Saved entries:
*** Begin section ***

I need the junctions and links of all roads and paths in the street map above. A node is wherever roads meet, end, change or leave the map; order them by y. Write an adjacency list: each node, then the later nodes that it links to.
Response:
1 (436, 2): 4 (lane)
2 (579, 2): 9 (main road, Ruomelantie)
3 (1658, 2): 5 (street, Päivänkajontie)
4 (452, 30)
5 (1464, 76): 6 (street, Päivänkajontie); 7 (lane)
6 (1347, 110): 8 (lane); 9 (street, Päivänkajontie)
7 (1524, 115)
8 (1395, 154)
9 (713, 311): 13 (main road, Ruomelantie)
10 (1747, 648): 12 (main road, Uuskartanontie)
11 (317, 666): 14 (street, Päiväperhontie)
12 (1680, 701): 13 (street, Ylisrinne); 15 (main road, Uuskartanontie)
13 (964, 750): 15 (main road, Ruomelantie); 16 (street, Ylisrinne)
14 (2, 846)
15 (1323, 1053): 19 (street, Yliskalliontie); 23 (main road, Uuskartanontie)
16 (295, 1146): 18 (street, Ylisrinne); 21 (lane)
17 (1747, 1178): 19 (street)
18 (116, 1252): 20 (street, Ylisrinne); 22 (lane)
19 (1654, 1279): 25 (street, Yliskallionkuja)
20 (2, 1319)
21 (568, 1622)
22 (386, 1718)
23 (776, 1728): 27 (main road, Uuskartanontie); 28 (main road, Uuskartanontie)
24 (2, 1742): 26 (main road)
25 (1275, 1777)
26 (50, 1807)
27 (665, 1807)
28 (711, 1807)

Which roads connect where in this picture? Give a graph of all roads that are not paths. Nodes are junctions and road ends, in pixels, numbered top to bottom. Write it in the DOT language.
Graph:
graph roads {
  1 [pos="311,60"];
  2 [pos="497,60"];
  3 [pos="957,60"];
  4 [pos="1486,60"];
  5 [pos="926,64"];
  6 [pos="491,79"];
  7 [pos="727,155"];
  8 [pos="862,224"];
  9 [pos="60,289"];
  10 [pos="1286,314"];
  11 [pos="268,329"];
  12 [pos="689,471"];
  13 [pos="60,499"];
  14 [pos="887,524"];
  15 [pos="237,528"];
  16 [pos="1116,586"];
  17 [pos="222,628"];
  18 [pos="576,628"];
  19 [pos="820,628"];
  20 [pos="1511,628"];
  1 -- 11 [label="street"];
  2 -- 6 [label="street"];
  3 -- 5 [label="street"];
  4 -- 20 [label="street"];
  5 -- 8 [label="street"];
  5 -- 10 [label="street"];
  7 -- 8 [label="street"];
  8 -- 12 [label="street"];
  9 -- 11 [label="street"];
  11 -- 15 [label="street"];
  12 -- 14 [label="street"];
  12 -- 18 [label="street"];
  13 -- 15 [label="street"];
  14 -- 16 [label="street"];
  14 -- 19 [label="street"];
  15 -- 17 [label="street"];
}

*** End section ***

WHAT IS BEING ASKED:
Pick out the lines above that hold the string "junctions" and show them.

ANSWER BELOW:
I need the junctions and links of all roads and paths in the street map above. A node is wherever roads meet, end, change or leave the map; order them by y. Write an adjacency list: each node, then the later nodes that it links to.
Which roads connect where in this picture? Give a graph of all roads that are not paths. Nodes are junctions and road ends, in pixels, numbered top to bottom. Write it in the DOT language.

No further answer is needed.